As NASA's spacecraft New Horizons approaches Pluto, here's a look at the history of the former planetfrom its discovery to how it eventually became a non-planet

On Tuesday, the New Horizons unmanned spacecraft will carry out the world’s first fly-by past Pluto after travelling more than nine years and three billion miles. Photo: AFPPremium
On Tuesday, the New Horizons unmanned spacecraft will carry out the world’s first fly-by past Pluto after travelling more than nine years and three billion miles. Photo: AFP

New Delhi: My Very Educated Mother Just Showed Us Nine Planets. This is one of the first mnemonics most kids learnt in school until Pluto was declared a dwarf planet and the first lesson about our solar system became much more complicated.

Scientists, however, were hungry to know more about Pluto and in January 2006, the US space agency National Aeronautics and Space Administration’s (NASA’s) New Horizons spacecraft was launched from Cape Canaveral Air Force Station in Florida aboard the Atlas V rocket.

On Tuesday, the New Horizons unmanned spacecraft will carry out the world’s first fly-by past Pluto after travelling more than nine years and three billion miles. The NASA team leading the mission has already gathered some data and photos from the camera onboard the spacecraft and there are a few things we already know, such as the fact that Pluto is red, like Mars.

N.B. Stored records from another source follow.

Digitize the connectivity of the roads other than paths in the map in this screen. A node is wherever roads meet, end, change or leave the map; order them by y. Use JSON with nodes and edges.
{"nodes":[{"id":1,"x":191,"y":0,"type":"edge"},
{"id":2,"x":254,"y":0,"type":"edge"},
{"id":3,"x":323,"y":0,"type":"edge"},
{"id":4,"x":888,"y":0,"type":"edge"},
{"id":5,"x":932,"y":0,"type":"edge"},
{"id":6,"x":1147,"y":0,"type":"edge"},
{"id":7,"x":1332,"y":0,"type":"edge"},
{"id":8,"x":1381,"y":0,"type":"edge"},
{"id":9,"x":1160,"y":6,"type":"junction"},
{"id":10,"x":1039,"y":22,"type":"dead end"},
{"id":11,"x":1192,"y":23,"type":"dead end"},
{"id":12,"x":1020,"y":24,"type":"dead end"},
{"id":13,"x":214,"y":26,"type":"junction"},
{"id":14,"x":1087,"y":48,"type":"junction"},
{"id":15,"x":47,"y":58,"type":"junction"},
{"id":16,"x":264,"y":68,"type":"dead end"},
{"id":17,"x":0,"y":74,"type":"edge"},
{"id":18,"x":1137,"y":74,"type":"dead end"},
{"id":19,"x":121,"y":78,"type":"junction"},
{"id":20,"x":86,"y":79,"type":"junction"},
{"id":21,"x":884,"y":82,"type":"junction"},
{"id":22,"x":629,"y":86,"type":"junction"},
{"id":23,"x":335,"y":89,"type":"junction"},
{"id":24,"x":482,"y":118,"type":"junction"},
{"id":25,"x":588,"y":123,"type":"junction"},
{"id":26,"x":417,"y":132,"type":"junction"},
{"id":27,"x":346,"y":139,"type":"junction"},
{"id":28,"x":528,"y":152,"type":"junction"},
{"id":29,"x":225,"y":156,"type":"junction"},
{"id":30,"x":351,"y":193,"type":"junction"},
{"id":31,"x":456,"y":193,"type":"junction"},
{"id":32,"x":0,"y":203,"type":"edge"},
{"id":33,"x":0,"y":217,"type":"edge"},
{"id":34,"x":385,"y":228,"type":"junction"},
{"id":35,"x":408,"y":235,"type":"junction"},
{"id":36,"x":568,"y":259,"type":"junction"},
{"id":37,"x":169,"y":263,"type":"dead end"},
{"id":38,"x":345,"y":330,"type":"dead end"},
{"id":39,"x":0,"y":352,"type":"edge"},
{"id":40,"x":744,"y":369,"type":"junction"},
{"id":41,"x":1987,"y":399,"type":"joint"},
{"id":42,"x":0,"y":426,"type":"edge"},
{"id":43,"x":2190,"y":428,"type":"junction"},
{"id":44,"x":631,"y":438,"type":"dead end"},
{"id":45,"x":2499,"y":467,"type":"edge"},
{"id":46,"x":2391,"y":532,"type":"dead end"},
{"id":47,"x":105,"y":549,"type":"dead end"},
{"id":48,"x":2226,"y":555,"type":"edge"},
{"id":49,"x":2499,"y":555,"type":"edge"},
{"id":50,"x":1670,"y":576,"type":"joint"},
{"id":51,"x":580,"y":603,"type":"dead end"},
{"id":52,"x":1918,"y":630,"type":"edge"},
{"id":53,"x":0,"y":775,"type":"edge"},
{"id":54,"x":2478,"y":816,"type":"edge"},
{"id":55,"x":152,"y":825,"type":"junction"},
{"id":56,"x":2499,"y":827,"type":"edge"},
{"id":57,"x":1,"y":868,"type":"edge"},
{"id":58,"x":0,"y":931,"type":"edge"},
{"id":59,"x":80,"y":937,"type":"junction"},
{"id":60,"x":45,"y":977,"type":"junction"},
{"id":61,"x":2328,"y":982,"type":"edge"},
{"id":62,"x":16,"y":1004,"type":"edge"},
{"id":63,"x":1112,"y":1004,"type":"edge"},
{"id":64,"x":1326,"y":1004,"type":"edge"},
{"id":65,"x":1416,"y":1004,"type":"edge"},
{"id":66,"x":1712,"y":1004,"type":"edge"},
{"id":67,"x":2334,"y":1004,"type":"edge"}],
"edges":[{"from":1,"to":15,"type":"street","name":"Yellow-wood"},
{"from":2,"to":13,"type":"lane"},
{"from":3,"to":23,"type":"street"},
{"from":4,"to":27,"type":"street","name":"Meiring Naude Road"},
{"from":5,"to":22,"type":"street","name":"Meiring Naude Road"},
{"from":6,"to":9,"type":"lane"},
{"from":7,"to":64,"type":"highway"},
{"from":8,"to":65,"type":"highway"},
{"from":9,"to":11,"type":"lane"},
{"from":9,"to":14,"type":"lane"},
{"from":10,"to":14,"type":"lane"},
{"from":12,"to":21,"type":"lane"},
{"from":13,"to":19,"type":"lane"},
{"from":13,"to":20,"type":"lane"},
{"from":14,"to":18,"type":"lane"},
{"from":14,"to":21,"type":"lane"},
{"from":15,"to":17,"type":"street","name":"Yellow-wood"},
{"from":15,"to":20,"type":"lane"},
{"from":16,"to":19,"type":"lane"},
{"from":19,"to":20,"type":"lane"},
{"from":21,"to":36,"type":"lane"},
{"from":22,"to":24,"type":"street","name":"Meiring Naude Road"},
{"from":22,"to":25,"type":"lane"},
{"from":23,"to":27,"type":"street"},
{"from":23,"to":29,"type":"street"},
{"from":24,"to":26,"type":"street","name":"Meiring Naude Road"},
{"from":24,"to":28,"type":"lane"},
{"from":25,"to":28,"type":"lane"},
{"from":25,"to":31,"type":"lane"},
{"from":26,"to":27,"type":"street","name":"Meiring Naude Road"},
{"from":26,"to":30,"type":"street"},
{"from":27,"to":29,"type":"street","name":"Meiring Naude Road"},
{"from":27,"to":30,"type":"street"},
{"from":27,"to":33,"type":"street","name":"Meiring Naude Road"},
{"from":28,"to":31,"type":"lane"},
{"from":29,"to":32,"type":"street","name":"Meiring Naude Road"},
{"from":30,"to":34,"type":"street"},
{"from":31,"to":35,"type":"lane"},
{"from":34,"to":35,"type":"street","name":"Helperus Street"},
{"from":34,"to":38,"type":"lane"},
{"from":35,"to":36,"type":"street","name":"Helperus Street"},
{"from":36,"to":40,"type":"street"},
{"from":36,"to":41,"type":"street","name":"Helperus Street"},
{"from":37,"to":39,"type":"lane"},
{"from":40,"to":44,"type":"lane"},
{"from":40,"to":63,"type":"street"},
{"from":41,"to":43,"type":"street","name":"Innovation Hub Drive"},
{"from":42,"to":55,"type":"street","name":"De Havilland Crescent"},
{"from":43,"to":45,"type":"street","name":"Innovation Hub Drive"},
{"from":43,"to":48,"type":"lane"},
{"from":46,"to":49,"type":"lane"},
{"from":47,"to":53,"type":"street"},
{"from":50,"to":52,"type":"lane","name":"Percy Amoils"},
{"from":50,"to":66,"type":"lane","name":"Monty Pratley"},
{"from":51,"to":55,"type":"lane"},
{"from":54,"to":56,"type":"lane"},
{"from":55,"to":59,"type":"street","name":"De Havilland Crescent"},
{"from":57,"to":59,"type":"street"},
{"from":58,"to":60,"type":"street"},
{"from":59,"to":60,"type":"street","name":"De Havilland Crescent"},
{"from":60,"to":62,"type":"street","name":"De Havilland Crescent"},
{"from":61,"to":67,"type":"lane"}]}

The spacecraft will fly past Pluto at 30,800 miles per hour with seven scientific instruments which will try to find out what is the planet’s atmosphere is made of, what the surface of Pluto looks like, the kind of geological structures present there, and how particles ejected from the sun interact with Pluto’s atmosphere.

The spacecraft will then fly by icy bodies in the Kuiper Belt, a region of the Solar System beyond the planets, more than a billion kilometres beyond Neptune’s orbit.

Describing the importance of the mission, principal investigator of the New Horizons mission Alan Stern said in Science journal, “These will become the farthest worlds ever explored, ushering in a new era of discovery. Although information from previous planetary probes has helped scientists understand the origin of the inner rocky planets (Mercury, Venus, Earth, and Mars) and the gas giants (Jupiter, Saturn, Uranus and Neptune), as well as their moons, this will be the first opportunity to undertake a close-up study of the dwarf planets that are so common beyond Neptune."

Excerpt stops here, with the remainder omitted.